### Task item
Both the line with "static void picture(cairo_t" and the line with "cairo_set_miter_limit(cr, 4);" in the records below must appear in the output, along with every line between them, exactly and with nothing added.

### Records supplied
^^^^^^^^^^^^^^^^
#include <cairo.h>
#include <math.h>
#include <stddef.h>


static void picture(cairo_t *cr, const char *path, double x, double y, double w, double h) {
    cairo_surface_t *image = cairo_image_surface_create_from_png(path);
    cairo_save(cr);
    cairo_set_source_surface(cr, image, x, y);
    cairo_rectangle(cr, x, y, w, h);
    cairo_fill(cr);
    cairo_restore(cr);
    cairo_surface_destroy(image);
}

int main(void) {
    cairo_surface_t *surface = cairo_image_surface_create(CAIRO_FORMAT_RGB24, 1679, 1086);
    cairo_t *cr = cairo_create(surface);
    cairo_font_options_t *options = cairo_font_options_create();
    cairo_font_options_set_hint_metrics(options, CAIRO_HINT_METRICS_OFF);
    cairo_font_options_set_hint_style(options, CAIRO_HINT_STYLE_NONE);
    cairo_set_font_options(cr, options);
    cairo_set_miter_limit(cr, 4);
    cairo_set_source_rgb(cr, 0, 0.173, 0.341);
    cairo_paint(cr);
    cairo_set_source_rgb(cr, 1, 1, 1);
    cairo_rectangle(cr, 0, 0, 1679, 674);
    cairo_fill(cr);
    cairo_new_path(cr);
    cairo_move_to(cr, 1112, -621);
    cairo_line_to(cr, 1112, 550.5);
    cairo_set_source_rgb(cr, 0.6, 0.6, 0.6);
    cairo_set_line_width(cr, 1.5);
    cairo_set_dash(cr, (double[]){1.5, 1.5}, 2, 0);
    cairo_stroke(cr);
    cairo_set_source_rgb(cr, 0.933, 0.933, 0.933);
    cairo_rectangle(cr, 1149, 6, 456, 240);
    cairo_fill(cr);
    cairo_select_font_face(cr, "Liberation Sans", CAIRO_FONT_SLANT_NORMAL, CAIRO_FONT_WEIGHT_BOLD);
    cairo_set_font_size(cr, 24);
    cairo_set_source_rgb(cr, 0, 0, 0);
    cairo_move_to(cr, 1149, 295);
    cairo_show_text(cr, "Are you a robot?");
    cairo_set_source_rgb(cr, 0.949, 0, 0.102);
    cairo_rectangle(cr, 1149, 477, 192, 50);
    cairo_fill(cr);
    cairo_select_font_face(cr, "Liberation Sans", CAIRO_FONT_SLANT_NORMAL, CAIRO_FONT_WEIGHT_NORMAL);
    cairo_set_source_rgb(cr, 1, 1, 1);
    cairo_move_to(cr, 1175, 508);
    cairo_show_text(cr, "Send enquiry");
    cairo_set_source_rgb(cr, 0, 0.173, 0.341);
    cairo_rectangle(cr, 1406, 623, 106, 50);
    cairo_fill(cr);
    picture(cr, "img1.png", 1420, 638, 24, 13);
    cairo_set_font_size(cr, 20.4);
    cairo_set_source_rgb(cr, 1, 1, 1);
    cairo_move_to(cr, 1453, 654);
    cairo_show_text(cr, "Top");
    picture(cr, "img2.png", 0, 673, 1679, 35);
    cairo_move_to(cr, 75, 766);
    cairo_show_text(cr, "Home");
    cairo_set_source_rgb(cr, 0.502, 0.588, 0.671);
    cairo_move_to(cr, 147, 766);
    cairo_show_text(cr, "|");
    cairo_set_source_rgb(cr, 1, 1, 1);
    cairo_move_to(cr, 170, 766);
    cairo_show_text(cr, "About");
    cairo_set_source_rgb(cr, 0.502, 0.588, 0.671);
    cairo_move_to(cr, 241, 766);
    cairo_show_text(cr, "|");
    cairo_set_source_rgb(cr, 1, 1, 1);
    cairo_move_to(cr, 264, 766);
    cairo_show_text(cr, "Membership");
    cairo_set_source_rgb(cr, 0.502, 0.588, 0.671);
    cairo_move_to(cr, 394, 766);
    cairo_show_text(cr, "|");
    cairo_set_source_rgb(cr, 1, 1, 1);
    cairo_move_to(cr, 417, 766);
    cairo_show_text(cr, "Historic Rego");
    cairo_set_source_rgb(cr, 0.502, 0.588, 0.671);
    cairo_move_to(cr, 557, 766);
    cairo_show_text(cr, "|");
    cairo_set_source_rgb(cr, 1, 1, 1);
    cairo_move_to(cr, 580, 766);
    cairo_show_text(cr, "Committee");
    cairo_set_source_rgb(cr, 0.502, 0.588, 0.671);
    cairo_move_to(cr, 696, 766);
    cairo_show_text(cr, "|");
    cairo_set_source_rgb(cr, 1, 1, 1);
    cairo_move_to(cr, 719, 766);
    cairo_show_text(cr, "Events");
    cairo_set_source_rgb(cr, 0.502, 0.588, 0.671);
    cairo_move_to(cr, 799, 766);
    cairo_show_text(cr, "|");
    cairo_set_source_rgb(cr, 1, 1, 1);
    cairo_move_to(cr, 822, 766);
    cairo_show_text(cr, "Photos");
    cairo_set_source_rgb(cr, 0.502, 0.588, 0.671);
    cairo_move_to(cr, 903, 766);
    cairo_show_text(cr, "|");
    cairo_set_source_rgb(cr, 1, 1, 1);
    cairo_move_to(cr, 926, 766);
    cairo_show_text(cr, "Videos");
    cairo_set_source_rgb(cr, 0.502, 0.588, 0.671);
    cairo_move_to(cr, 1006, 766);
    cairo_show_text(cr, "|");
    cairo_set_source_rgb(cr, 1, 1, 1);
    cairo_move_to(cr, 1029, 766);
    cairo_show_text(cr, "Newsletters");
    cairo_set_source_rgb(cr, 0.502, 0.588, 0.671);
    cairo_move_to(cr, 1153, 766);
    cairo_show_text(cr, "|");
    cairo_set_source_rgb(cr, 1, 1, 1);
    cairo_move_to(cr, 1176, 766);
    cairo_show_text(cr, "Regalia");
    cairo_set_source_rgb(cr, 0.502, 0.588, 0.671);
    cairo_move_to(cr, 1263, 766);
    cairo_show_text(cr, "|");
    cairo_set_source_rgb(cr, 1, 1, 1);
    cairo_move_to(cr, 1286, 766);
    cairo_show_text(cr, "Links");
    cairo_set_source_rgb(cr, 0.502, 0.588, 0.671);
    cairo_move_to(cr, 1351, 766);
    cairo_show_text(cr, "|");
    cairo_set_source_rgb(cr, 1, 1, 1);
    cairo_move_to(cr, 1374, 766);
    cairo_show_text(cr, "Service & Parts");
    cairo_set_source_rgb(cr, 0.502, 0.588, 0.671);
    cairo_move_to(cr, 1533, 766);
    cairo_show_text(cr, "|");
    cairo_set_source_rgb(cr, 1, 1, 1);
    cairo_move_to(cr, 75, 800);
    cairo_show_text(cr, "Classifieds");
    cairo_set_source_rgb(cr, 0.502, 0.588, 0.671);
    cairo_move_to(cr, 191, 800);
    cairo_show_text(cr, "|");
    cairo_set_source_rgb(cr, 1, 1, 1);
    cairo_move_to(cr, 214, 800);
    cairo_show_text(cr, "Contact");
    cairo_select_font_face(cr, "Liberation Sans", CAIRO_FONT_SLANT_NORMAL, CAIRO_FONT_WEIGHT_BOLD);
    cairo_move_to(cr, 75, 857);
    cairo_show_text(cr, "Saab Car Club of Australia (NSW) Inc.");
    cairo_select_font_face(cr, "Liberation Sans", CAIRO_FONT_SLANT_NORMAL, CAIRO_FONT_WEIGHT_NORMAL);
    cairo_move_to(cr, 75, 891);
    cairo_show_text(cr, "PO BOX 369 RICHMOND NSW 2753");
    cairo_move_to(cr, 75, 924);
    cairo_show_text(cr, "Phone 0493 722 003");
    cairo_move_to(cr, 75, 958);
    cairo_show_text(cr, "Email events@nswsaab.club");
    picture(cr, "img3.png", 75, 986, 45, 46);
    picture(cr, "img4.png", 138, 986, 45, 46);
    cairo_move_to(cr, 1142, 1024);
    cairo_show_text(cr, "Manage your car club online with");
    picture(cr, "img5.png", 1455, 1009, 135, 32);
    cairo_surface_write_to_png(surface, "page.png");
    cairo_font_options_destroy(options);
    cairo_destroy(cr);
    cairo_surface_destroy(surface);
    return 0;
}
^^^^^^^^^^^^^^^^
### Response
static void picture(cairo_t *cr, const char *path, double x, double y, double w, double h) {
    cairo_surface_t *image = cairo_image_surface_create_from_png(path);
    cairo_save(cr);
    cairo_set_source_surface(cr, image, x, y);
    cairo_rectangle(cr, x, y, w, h);
    cairo_fill(cr);
    cairo_restore(cr);
    cairo_surface_destroy(image);
}

int main(void) {
    cairo_surface_t *surface = cairo_image_surface_create(CAIRO_FORMAT_RGB24, 1679, 1086);
    cairo_t *cr = cairo_create(surface);
    cairo_font_options_t *options = cairo_font_options_create();
    cairo_font_options_set_hint_metrics(options, CAIRO_HINT_METRICS_OFF);
    cairo_font_options_set_hint_style(options, CAIRO_HINT_STYLE_NONE);
    cairo_set_font_options(cr, options);
    cairo_set_miter_limit(cr, 4);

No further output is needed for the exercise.